Pierre Lantelme a,b,*, Sandrine Couray Targe c, Pierre Metral d, Thomas Bochaton e, Sylvain Ranc f, Maggie Le Bourhis Zaimi c, Andre Le Coanet c, Pierre-Yves Courand a,b, Brahim Harbaoui a,b
PMCID: PMC7316064  PMID: 32636131

Abstract

Background

How coronavirus 2019 (COVID-19) is affecting management of myocardial infarction is a matter of concern, as medical resources have been massively reorientated and the population has been in lockdown since 17 March 2020 in France.

Aims

To describe how lockdown has affected the evolution of the weekly rate of myocardial infarctions (non-ST-segment and ST-segment elevation) hospital admissions in Lyon, the second largest city in France. To verify the trend observed, the same analysis was conducted for an identical time window during 2018–2019 and for an unavoidable emergency, i.e. birth.

Methods

Based on the national hospitalisation database [Programme de médicalisation des systèmes d’information (PMSI)], all patients admitted to the main public hospitals for a principal diagnosis of myocardial infarction or birth during the 2nd to the 14th week of 2020 were included. These were compared with the average number of patients admitted for the same diagnosis during the same time window in 2018 and 2019.

Results

Before lockdown, the number of admissions for myocardial infarction in 2020 differed from that in 2018–2019 by less than 10%; after the start of lockdown, it decreased by 31% compared to the corresponding time window in 2018–2019. Conversely, the numbers of births remained stable across years and before and after the start of lockdown.

Conclusion

This study strongly suggests a decrease in the number of admissions for myocardial infarction during lockdown. Although we do not have a long follow-up to determine whether this trend will endure, this is an important warning for the medical community and health authorities.

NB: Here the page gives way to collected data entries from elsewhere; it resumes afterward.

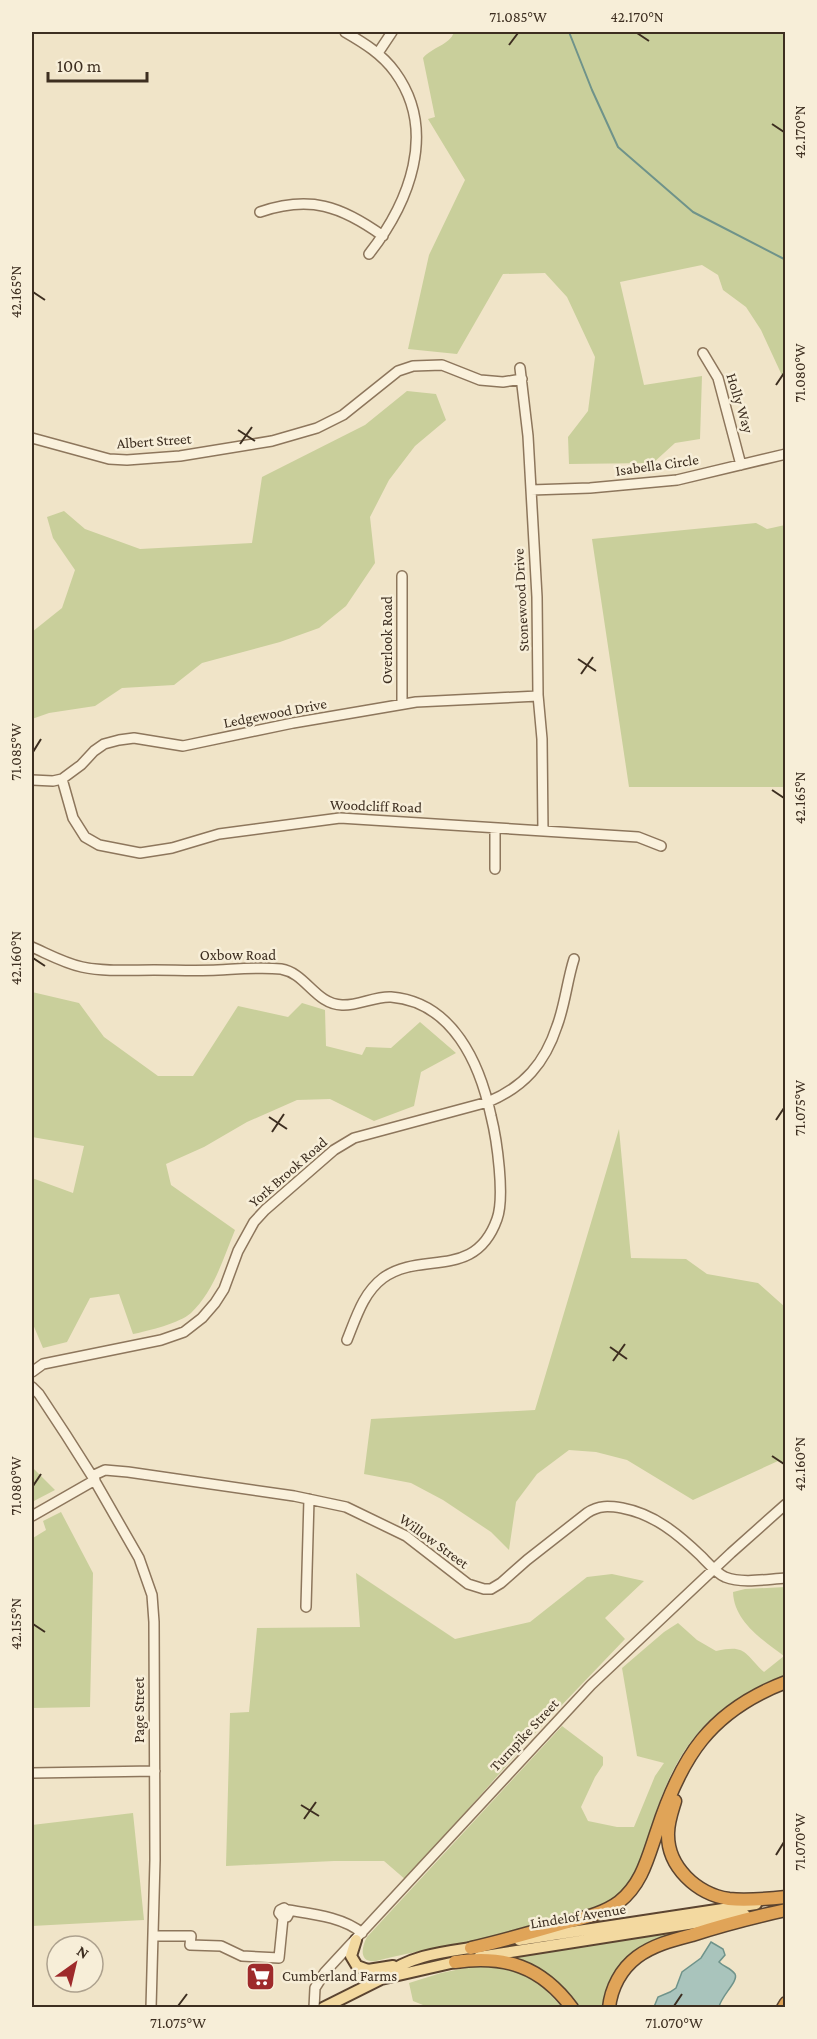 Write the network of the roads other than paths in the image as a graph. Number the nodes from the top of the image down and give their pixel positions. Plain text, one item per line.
1 (345, 32) edge
2 (392, 32) edge
3 (378, 53) junction
4 (260, 212) dead end
5 (383, 236) junction
6 (369, 254) dead end
7 (703, 353) dead end
8 (520, 368) dead end
9 (522, 380) junction
10 (32, 438) edge
11 (786, 454) edge
12 (741, 465) junction
13 (531, 490) junction
14 (402, 576) dead end
15 (538, 696) junction
16 (402, 704) junction
17 (62, 778) junction
18 (32, 780) edge
19 (495, 828) junction
20 (543, 831) junction
21 (661, 846) dead end
22 (495, 868) dead end
23 (32, 947) edge
24 (574, 959) dead end
25 (488, 1102) junction
26 (347, 1340) dead end
27 (32, 1372) edge
28 (32, 1388) edge
29 (94, 1478) junction
30 (309, 1498) junction
31 (786, 1504) edge
32 (32, 1516) edge
33 (714, 1569) junction
34 (786, 1578) edge
35 (306, 1607) dead end
36 (786, 1682) edge
37 (786, 1690) edge
38 (154, 1771) junction
39 (32, 1773) edge
40 (786, 1898) edge
41 (786, 1909) edge
42 (153, 1936) junction
43 (359, 1937) junction
44 (471, 1948) junction
45 (411, 1961) junction
46 (454, 1962) junction
47 (381, 1979) junction
48 (786, 2003) edge
49 (151, 2007) edge
50 (314, 2007) edge
51 (323, 2007) edge
52 (572, 2007) edge
53 (609, 2007) edge
54 (783, 2007) edge

1 - 3 street
2 - 3 street
3 - 5 street
4 - 5 street
5 - 6 street
7 - 12 street, Holly Way
8 - 9 street, Stonewood Drive
9 - 10 street, Albert Street
9 - 13 street, Stonewood Drive
11 - 12 street, Isabella Circle
12 - 13 street, Isabella Circle
13 - 15 street, Stonewood Drive
14 - 16 street, Overlook Road
15 - 16 street, Ledgewood Drive
15 - 20 street, Stonewood Drive
16 - 17 street, Ledgewood Drive
17 - 18 street
17 - 19 street, Woodcliff Road
19 - 20 street, Woodcliff Road
19 - 22 street
20 - 21 street, Woodcliff Road
23 - 25 street, Oxbow Road
24 - 25 street, York Brook Road
25 - 26 street, Oxbow Road
25 - 27 street, York Brook Road
28 - 29 street, Page Street
29 - 30 street, Willow Street
29 - 32 street
29 - 38 street, Page Street
30 - 33 street, Willow Street
30 - 35 street
31 - 33 street, Turnpike Street
33 - 34 street, Willow Street
33 - 43 street, Turnpike Street
36 - 44 highway
37 - 40 highway
38 - 39 street
38 - 42 street, Page Street
40 - 44 main road, Lindelof Avenue
41 - 46 main road, Lindelof Avenue
41 - 53 highway
42 - 43 street
42 - 49 street, Page Street
43 - 45 main road
43 - 50 street, Turnpike Street
44 - 45 main road, Lindelof Avenue
45 - 47 main road, Lindelof Avenue
46 - 47 main road, Lindelof Avenue
46 - 52 highway
47 - 51 main road, Lindelof Avenue
48 - 54 highway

Keywords: COVID-19, Myocardial infarction, Acute coronary syndrome

Background

The eruption of coronavirus 2019 (COVID-19) has dramatically affected healthcare systems worldwide. To deal with this unprecedented challenge, most medical resources have been reorientated towards COVID-19 management to avoid saturation of hospitalisation facilities. Furthermore, most governments have opted for population lockdown to limit virus transmission; in France, lockdown started on 17 March 2020. Even when they had signs of viral infection, patients were urged to stay at home, provided they were not breathless. The unique situation generated by COVID-19 has resulted in important medical problems, and even major surgeries were postponed. The management of patients with myocardial infarction may also have been jeopardised, as has recently been suggested by an increase in the reperfusion delay in a small series of patients with ST-segment elevation myocardial infarction (STEMI) in China [1] and a decrease in STEMI activation in the cathlab in the US [2]. Currently, the population is being overwhelmed by messages from authorities and the media about COVID-19 that could lessen the perception of other risks. This could reinforce the reluctance and fear of patients to seek medical help, considering the overstretched healthcare workers and the hazardousness of the hospital environment. We believe that this may have affected the rate of cardiac emergencies such as myocardial infarctions. Such an ancillary consequence of COVID-19 could be devastating, due to the high mortality rate of myocardial infarction without revascularisation and to its related risk of late heart failure [3]. If proven true, this should lead the medical community to stress the need for continued commitment for other life-threatening situations to avoid a superimposed cardiovascular tragedy.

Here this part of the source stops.